Top of Information shown

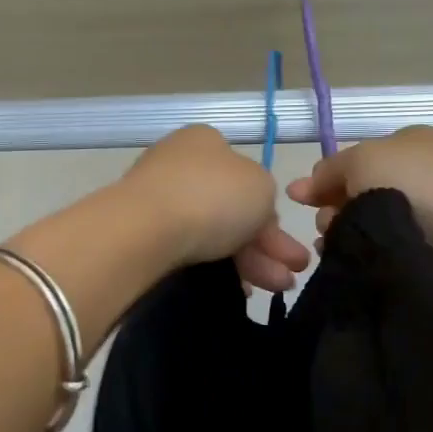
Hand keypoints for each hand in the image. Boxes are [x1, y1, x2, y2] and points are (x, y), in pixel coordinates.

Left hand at [119, 126, 311, 292]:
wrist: (145, 229)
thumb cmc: (212, 196)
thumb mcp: (261, 186)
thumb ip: (265, 196)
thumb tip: (252, 212)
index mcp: (206, 141)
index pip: (246, 176)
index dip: (270, 212)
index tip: (285, 242)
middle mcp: (179, 164)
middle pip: (232, 208)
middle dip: (266, 245)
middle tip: (290, 276)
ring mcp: (157, 198)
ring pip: (213, 232)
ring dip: (249, 261)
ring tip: (274, 290)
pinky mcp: (142, 232)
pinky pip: (188, 250)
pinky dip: (216, 267)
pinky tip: (238, 290)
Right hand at [287, 126, 432, 258]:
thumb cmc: (417, 184)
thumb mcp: (363, 158)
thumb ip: (329, 169)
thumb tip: (302, 188)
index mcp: (409, 145)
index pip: (355, 161)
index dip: (325, 179)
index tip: (300, 200)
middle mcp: (416, 177)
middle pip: (355, 194)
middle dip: (334, 209)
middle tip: (331, 222)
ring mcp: (424, 216)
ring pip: (363, 226)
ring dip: (344, 234)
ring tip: (338, 246)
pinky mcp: (425, 253)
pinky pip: (378, 251)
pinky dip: (361, 255)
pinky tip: (350, 262)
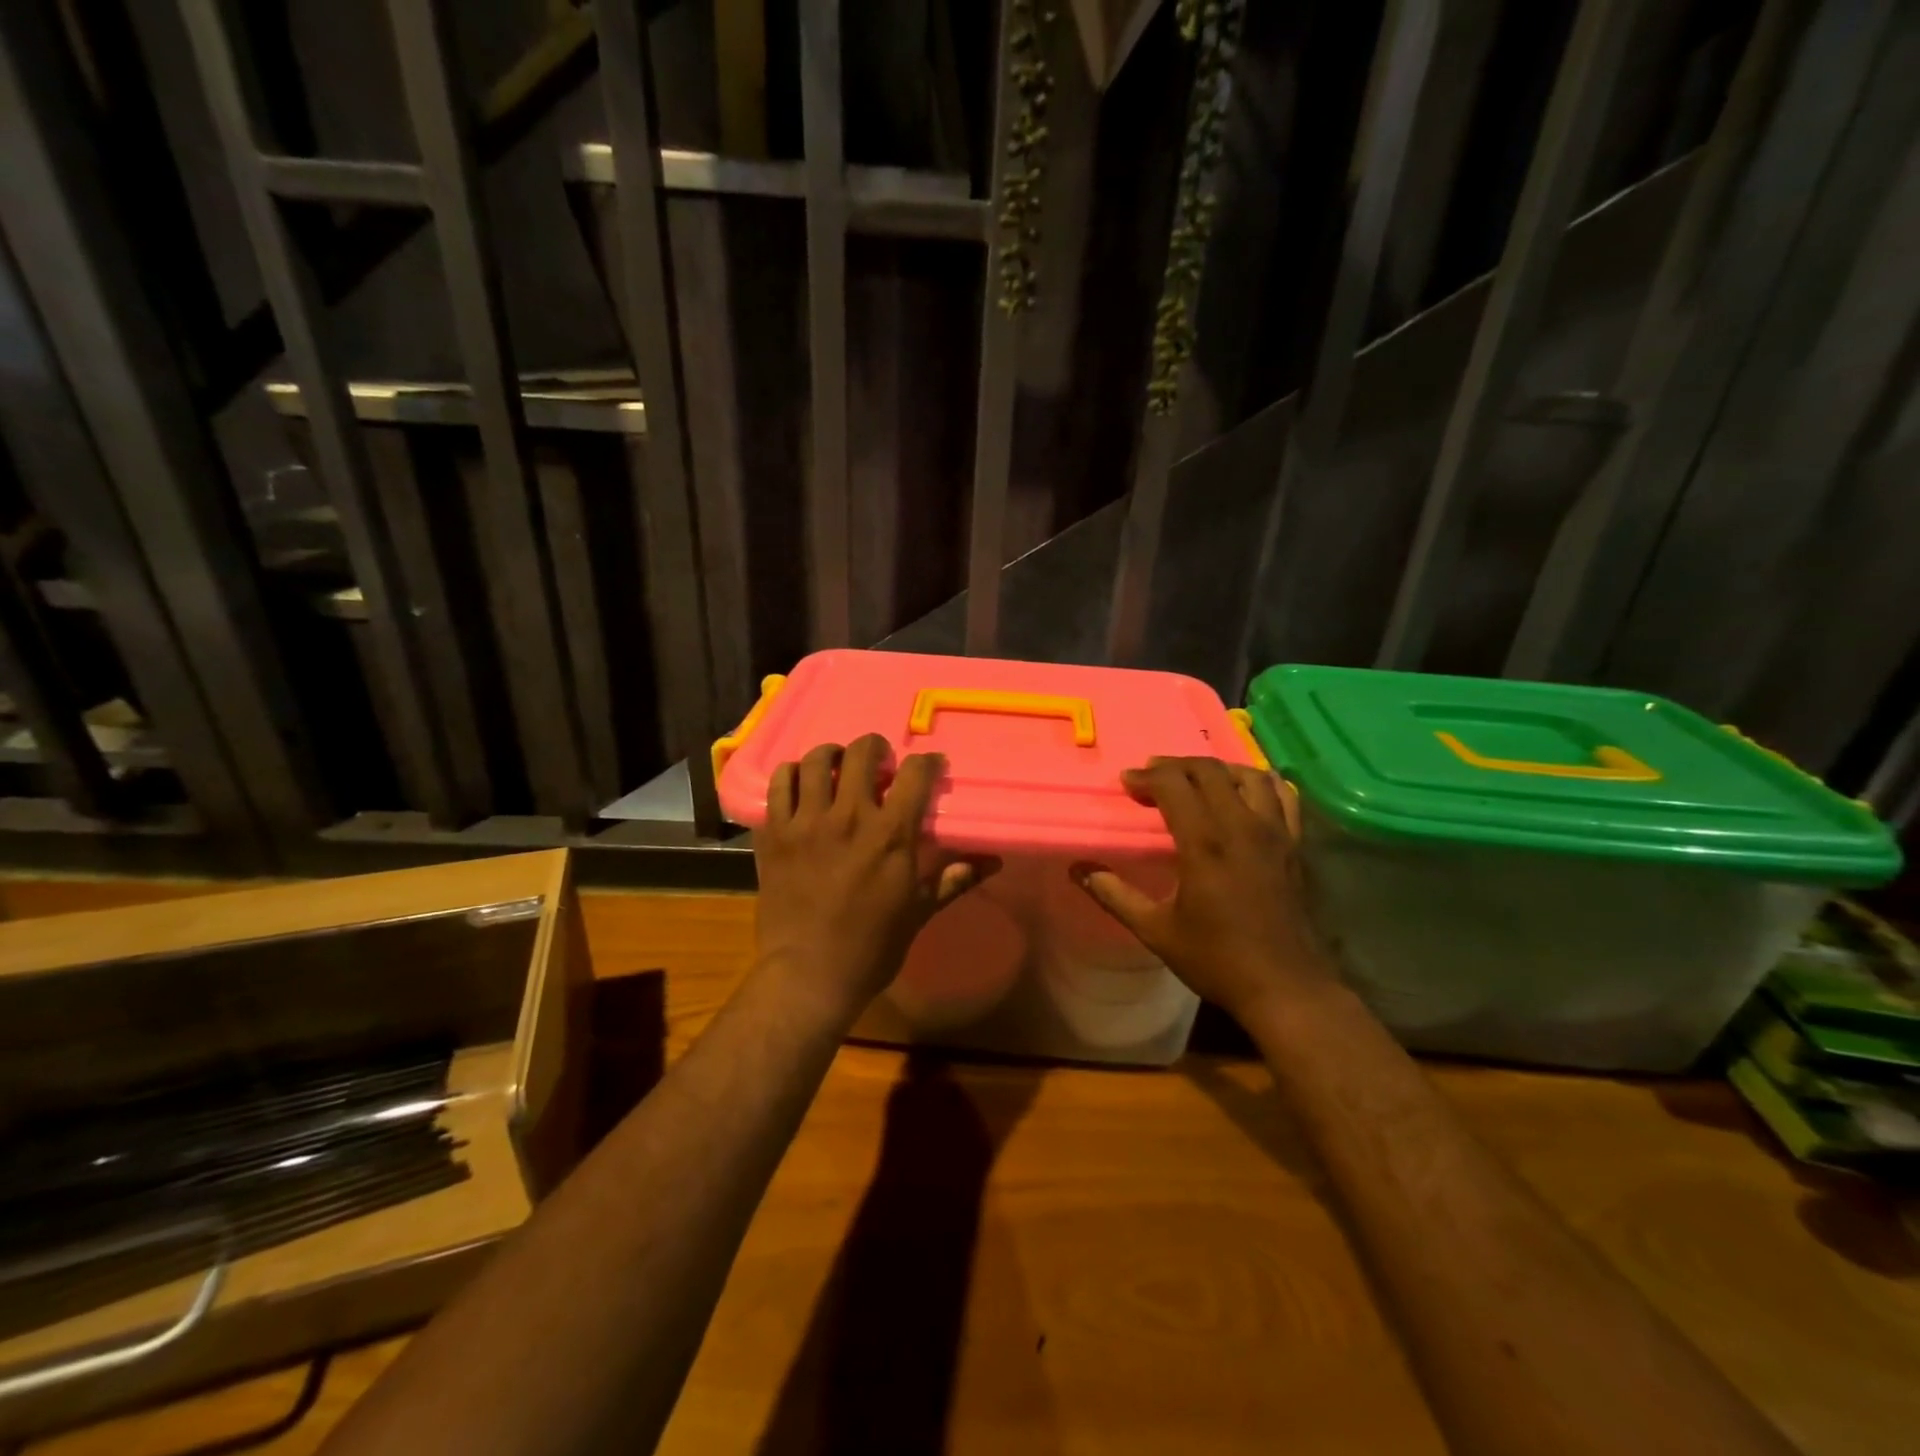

Bottom of Information shown

(What the exercise asks): Find the line with "index pip: (246, 176)" in the listing and extract it and all lines after it through the end, exactly, without the pictures.

(Exercise solution):
index pip: (246, 176)
index dip: (270, 212)
index tip: (285, 242)
middle mcp: (179, 164)
middle pip: (232, 208)
middle dip: (266, 245)
middle tip: (290, 276)
ring mcp: (157, 198)
ring pip: (213, 232)
ring dip: (249, 261)
ring tip: (274, 290)
pinky mcp: (142, 232)
pinky pip: (188, 250)
pinky dip: (216, 267)
pinky tip: (238, 290)
Right hand at [287, 126, 432, 258]:
thumb cmc: (417, 184)
thumb mcp: (363, 158)
thumb ip: (329, 169)
thumb tip: (302, 188)
index mcp: (409, 145)
index pip: (355, 161)
index dip: (325, 179)
index tip: (300, 200)
middle mcp: (416, 177)
middle pip: (355, 194)
middle dip: (334, 209)
middle tip: (331, 222)
ring mcp: (424, 216)
ring pip: (363, 226)
ring dip: (344, 234)
ring tip: (338, 246)
pinky mcp: (425, 253)
pinky pip: (378, 251)
pinky dip: (361, 255)
pinky tip: (350, 262)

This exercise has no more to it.